Kang Bejo pun turun, beberapa meter jalan terus belok kanan. Sekarang di hadapan Kan Bejo terbentang lajur rel kereta api menuju sebuah bangunan. Itulah stasiunnya, kata Kang Bejo dalam hati. Jaraknya kurang lebih 300 meter. Berjalan diantara lajur2 rel kereta api diatas hamparan batu koral yang tajam membuat Kang Bejo kecut. Ditambah lagi ditengah terik matahari. Belum lagi kekhawatiran akan lewatnya rangkaian kereta api dari arah belakang.

Setelah berjalan 200 meter Kang Bejo merasa dikerjain sama sopir mikrolet. Diujung lintasan KRL terlihat perlintasan jalan raya. Dari jauh terlihat banyak mikrolet melintas. Kang Bejo merasa dia bisa turun di depan stasiun. Bukan seperti sekarang ini, diturunkan jauh dari stasiun.

Kang Bejo berusaha berbaik sangka terhadap si sopir. Mikroletnya mungkin memang tidak melewati perlintasan, tapi jalan lain yang lebih jauh. Namun, dengan terik matahari seperti itu, prasangka baik tersebut ditimpali oleh kesan bahwa dia memang sengaja dikerjain oleh sopir.

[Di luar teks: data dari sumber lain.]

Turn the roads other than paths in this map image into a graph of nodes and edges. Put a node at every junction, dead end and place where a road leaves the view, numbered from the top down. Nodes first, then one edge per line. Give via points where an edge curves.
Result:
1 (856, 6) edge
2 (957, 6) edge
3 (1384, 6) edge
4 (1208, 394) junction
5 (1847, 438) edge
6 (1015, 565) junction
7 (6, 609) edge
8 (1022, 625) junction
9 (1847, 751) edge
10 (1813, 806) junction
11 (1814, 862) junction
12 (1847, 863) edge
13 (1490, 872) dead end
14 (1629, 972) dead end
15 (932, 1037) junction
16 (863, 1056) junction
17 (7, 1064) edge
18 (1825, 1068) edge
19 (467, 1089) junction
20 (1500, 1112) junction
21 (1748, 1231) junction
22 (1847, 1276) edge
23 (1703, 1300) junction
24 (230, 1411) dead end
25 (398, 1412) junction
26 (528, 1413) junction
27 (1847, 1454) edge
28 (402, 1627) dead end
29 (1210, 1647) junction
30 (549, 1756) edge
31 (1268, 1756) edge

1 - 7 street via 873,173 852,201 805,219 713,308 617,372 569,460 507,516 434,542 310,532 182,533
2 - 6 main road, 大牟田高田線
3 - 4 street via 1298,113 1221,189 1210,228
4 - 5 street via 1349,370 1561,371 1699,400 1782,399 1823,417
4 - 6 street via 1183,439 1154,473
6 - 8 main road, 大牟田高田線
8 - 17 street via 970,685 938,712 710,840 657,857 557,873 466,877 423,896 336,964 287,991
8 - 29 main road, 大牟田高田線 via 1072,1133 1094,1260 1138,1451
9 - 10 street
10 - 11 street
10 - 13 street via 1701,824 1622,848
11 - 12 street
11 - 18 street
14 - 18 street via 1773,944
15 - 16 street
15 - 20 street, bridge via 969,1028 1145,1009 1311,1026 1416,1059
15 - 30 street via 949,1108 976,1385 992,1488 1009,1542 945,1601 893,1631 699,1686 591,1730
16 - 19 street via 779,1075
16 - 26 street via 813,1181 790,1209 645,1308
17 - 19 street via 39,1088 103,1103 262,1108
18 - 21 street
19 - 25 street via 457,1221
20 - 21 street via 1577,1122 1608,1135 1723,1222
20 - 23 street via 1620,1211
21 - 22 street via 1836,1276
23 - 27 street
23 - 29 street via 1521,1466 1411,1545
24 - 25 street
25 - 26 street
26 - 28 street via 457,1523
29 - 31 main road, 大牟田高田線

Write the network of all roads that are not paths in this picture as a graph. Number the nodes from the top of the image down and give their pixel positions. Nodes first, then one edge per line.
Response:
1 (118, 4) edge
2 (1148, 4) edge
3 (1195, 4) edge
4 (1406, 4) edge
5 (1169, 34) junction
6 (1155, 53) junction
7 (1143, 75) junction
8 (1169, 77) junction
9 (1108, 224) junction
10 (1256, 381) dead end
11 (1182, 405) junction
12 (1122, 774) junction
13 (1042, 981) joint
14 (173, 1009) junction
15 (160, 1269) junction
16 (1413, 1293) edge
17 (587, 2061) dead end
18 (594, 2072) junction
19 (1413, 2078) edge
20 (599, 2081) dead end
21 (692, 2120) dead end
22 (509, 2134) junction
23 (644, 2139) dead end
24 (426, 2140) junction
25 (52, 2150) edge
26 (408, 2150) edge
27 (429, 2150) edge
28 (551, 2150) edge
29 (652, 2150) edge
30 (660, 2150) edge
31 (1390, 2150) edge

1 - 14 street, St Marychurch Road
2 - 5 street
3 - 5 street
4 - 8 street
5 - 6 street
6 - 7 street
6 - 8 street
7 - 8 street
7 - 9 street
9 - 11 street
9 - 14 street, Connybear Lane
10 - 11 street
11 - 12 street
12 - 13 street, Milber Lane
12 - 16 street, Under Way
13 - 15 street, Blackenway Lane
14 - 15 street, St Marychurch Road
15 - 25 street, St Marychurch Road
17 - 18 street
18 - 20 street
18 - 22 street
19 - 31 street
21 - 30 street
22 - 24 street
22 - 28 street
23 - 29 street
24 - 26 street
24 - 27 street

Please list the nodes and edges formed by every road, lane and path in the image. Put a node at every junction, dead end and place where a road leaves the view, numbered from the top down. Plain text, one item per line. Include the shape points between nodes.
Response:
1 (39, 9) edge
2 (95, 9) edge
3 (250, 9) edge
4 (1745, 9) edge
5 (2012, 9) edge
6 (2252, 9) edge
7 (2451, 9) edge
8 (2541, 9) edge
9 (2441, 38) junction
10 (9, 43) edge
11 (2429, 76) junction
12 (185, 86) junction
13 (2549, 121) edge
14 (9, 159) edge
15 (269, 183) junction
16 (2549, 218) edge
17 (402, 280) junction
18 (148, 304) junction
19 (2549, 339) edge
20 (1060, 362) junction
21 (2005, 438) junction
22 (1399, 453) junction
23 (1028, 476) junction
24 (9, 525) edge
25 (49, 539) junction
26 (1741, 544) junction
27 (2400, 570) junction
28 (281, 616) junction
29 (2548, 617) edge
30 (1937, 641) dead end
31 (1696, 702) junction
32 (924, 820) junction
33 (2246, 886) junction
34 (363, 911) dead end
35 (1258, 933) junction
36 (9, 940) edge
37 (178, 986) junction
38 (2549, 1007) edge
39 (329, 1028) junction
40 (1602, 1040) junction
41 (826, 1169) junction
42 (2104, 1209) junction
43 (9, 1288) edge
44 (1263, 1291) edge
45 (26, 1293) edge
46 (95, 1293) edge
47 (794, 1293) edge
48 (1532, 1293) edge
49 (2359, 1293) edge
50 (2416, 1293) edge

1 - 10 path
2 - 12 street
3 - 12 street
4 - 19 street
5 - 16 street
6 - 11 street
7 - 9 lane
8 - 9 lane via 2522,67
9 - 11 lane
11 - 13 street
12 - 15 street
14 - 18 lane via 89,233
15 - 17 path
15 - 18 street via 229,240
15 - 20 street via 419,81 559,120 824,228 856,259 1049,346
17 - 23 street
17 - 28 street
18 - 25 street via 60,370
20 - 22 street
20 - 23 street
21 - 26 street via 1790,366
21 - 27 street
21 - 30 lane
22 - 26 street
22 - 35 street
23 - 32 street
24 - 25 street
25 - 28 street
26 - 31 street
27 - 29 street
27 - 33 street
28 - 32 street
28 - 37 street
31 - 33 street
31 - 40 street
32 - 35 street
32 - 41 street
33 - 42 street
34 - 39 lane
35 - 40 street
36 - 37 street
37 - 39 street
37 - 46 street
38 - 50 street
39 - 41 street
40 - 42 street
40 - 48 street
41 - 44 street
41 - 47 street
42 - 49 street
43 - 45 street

Lima puluh meter menjelang bangunan tersebut, Kang Bejo bertanya kepada seorang petugas yang sedang memeriksa rel. Kang Bejo menanyakan pintu masuk Stasiun Kampung Bandan sebelah mana. Alangkah terkejutnya Kang Bejo, ternyata bangunan yang tadi dikiranya stasiun ternyata bukan. Petugas menunjuk bangunan nun jauh di belakang Kang Bejo.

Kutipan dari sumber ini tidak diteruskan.